**DATA SUPPLIED**.
____________________
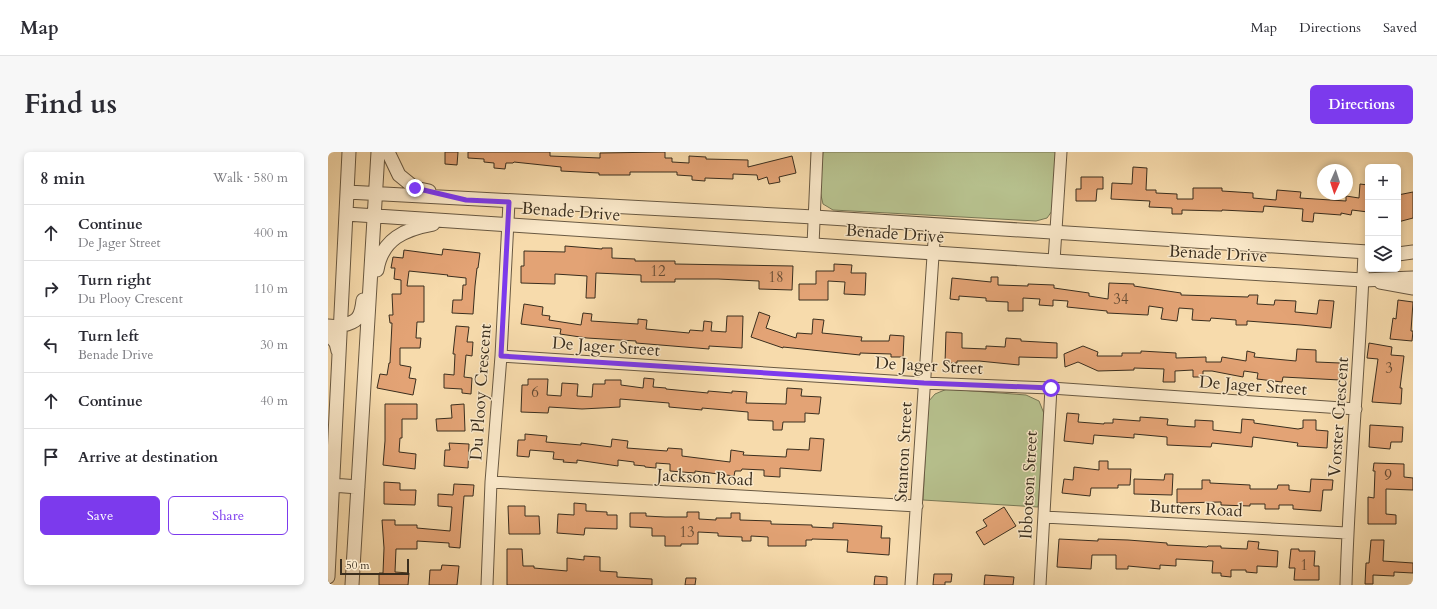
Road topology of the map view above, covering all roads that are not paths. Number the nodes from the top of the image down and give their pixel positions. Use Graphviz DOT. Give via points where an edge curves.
graph roads {
  1 [pos="349,152"];
  2 [pos="378,152"];
  3 [pos="388,152"];
  4 [pos="817,152"];
  5 [pos="1061,152"];
  6 [pos="347,192"];
  7 [pos="376,193"];
  8 [pos="466,200"];
  9 [pos="509,202"];
  10 [pos="346,214"];
  11 [pos="374,216"];
  12 [pos="814,217"];
  13 [pos="456,221"];
  14 [pos="508,224"];
  15 [pos="935,226"];
  16 [pos="1056,233"];
  17 [pos="373,240"];
  18 [pos="813,245"];
  19 [pos="1365,252"];
  20 [pos="1413,252"];
  21 [pos="933,253"];
  22 [pos="1401,254"];
  23 [pos="1054,261"];
  24 [pos="1365,261"];
  25 [pos="1413,278"];
  26 [pos="1363,280"];
  27 [pos="1413,289"];
  28 [pos="341,303"];
  29 [pos="368,312"];
  30 [pos="328,318"];
  31 [pos="334,326"];
  32 [pos="328,333"];
  33 [pos="501,356"];
  34 [pos="339,360"];
  35 [pos="365,374"];
  36 [pos="924,383"];
  37 [pos="1051,388"];
  38 [pos="1356,409"];
  39 [pos="491,482"];
  40 [pos="332,485"];
  41 [pos="358,486"];
  42 [pos="917,506"];
  43 [pos="1044,517"];
  44 [pos="1347,533"];
  45 [pos="328,577"];
  46 [pos="352,585"];
  47 [pos="487,585"];
  48 [pos="911,585"];
  49 [pos="1040,585"];
  50 [pos="1346,585"];
  1 -- 6 [label="street"];
  2 -- 7 [label="street"];
  3 -- 8 [label="street" via="399,175 415,188"];
  4 -- 12 [label="street"];
  5 -- 16 [label="street"];
  6 -- 7 [label="street, Benade Drive"];
  6 -- 10 [label="street"];
  7 -- 8 [label="street, Benade Drive"];
  7 -- 11 [label="street"];
  8 -- 9 [label="street, Benade Drive"];
  9 -- 12 [label="street, Benade Drive"];
  9 -- 14 [label="street, Du Plooy Crescent"];
  10 -- 11 [label="street, Benade Drive"];
  10 -- 28 [label="street"];
  11 -- 13 [label="street, Benade Drive"];
  11 -- 17 [label="street"];
  12 -- 15 [label="street, Benade Drive"];
  12 -- 18 [label="street"];
  13 -- 14 [label="street, Benade Drive"];
  13 -- 29 [label="street" via="422,226 402,233 391,241 378,261"];
  14 -- 18 [label="street, Benade Drive"];
  14 -- 33 [label="street, Du Plooy Crescent"];
  15 -- 16 [label="street, Benade Drive"];
  15 -- 21 [label="street, Stanton Street"];
  16 -- 19 [label="street, Benade Drive"];
  16 -- 23 [label="street"];
  17 -- 29 [label="street"];
  17 -- 31 [label="street" via="359,317 354,323"];
  18 -- 21 [label="street, Benade Drive"];
  20 -- 22 [label="street"];
  21 -- 23 [label="street, Benade Drive"];
  21 -- 36 [label="street, Stanton Street"];
  23 -- 26 [label="street, Benade Drive"];
  24 -- 26 [label="street, Vorster Crescent"];
  25 -- 26 [label="street, Benade Drive"];
  26 -- 27 [label="street"];
  26 -- 38 [label="street, Vorster Crescent"];
  28 -- 30 [label="street" via="339,309"];
  28 -- 31 [label="street"];
  29 -- 35 [label="street"];
  31 -- 34 [label="street"];
  31 -- 35 [label="street" via="355,332 360,340"];
  32 -- 34 [label="street" via="336,343"];
  33 -- 36 [label="street, De Jager Street"];
  33 -- 39 [label="street, Du Plooy Crescent"];
  34 -- 40 [label="street"];
  35 -- 41 [label="street"];
  36 -- 37 [label="street, De Jager Street"];
  36 -- 42 [label="street, Stanton Street"];
  37 -- 38 [label="street, De Jager Street"];
  37 -- 43 [label="street, Ibbotson Street"];
  38 -- 44 [label="street, Vorster Crescent"];
  39 -- 42 [label="street, Jackson Road"];
  39 -- 47 [label="street, Du Plooy Crescent"];
  40 -- 41 [label="street"];
  40 -- 45 [label="street"];
  41 -- 46 [label="street"];
  42 -- 48 [label="street, Stanton Street"];
  43 -- 44 [label="street, Butters Road"];
  43 -- 49 [label="street, Ibbotson Street"];
  44 -- 50 [label="street, Vorster Crescent"];
}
____________________
**ABOUT THIS EXERCISE**.
Reproduce the data above without a single change, please, but without its pictures.

**RESULT BELOW**.
Road topology of the map view above, covering all roads that are not paths. Number the nodes from the top of the image down and give their pixel positions. Use Graphviz DOT. Give via points where an edge curves.
graph roads {
  1 [pos="349,152"];
  2 [pos="378,152"];
  3 [pos="388,152"];
  4 [pos="817,152"];
  5 [pos="1061,152"];
  6 [pos="347,192"];
  7 [pos="376,193"];
  8 [pos="466,200"];
  9 [pos="509,202"];
  10 [pos="346,214"];
  11 [pos="374,216"];
  12 [pos="814,217"];
  13 [pos="456,221"];
  14 [pos="508,224"];
  15 [pos="935,226"];
  16 [pos="1056,233"];
  17 [pos="373,240"];
  18 [pos="813,245"];
  19 [pos="1365,252"];
  20 [pos="1413,252"];
  21 [pos="933,253"];
  22 [pos="1401,254"];
  23 [pos="1054,261"];
  24 [pos="1365,261"];
  25 [pos="1413,278"];
  26 [pos="1363,280"];
  27 [pos="1413,289"];
  28 [pos="341,303"];
  29 [pos="368,312"];
  30 [pos="328,318"];
  31 [pos="334,326"];
  32 [pos="328,333"];
  33 [pos="501,356"];
  34 [pos="339,360"];
  35 [pos="365,374"];
  36 [pos="924,383"];
  37 [pos="1051,388"];
  38 [pos="1356,409"];
  39 [pos="491,482"];
  40 [pos="332,485"];
  41 [pos="358,486"];
  42 [pos="917,506"];
  43 [pos="1044,517"];
  44 [pos="1347,533"];
  45 [pos="328,577"];
  46 [pos="352,585"];
  47 [pos="487,585"];
  48 [pos="911,585"];
  49 [pos="1040,585"];
  50 [pos="1346,585"];
  1 -- 6 [label="street"];
  2 -- 7 [label="street"];
  3 -- 8 [label="street" via="399,175 415,188"];
  4 -- 12 [label="street"];
  5 -- 16 [label="street"];
  6 -- 7 [label="street, Benade Drive"];
  6 -- 10 [label="street"];
  7 -- 8 [label="street, Benade Drive"];
  7 -- 11 [label="street"];
  8 -- 9 [label="street, Benade Drive"];
  9 -- 12 [label="street, Benade Drive"];
  9 -- 14 [label="street, Du Plooy Crescent"];
  10 -- 11 [label="street, Benade Drive"];
  10 -- 28 [label="street"];
  11 -- 13 [label="street, Benade Drive"];
  11 -- 17 [label="street"];
  12 -- 15 [label="street, Benade Drive"];
  12 -- 18 [label="street"];
  13 -- 14 [label="street, Benade Drive"];
  13 -- 29 [label="street" via="422,226 402,233 391,241 378,261"];
  14 -- 18 [label="street, Benade Drive"];
  14 -- 33 [label="street, Du Plooy Crescent"];
  15 -- 16 [label="street, Benade Drive"];
  15 -- 21 [label="street, Stanton Street"];
  16 -- 19 [label="street, Benade Drive"];
  16 -- 23 [label="street"];
  17 -- 29 [label="street"];
  17 -- 31 [label="street" via="359,317 354,323"];
  18 -- 21 [label="street, Benade Drive"];
  20 -- 22 [label="street"];
  21 -- 23 [label="street, Benade Drive"];
  21 -- 36 [label="street, Stanton Street"];
  23 -- 26 [label="street, Benade Drive"];
  24 -- 26 [label="street, Vorster Crescent"];
  25 -- 26 [label="street, Benade Drive"];
  26 -- 27 [label="street"];
  26 -- 38 [label="street, Vorster Crescent"];
  28 -- 30 [label="street" via="339,309"];
  28 -- 31 [label="street"];
  29 -- 35 [label="street"];
  31 -- 34 [label="street"];
  31 -- 35 [label="street" via="355,332 360,340"];
  32 -- 34 [label="street" via="336,343"];
  33 -- 36 [label="street, De Jager Street"];
  33 -- 39 [label="street, Du Plooy Crescent"];
  34 -- 40 [label="street"];
  35 -- 41 [label="street"];
  36 -- 37 [label="street, De Jager Street"];
  36 -- 42 [label="street, Stanton Street"];
  37 -- 38 [label="street, De Jager Street"];
  37 -- 43 [label="street, Ibbotson Street"];
  38 -- 44 [label="street, Vorster Crescent"];
  39 -- 42 [label="street, Jackson Road"];
  39 -- 47 [label="street, Du Plooy Crescent"];
  40 -- 41 [label="street"];
  40 -- 45 [label="street"];
  41 -- 46 [label="street"];
  42 -- 48 [label="street, Stanton Street"];
  43 -- 44 [label="street, Butters Road"];
  43 -- 49 [label="street, Ibbotson Street"];
  44 -- 50 [label="street, Vorster Crescent"];
}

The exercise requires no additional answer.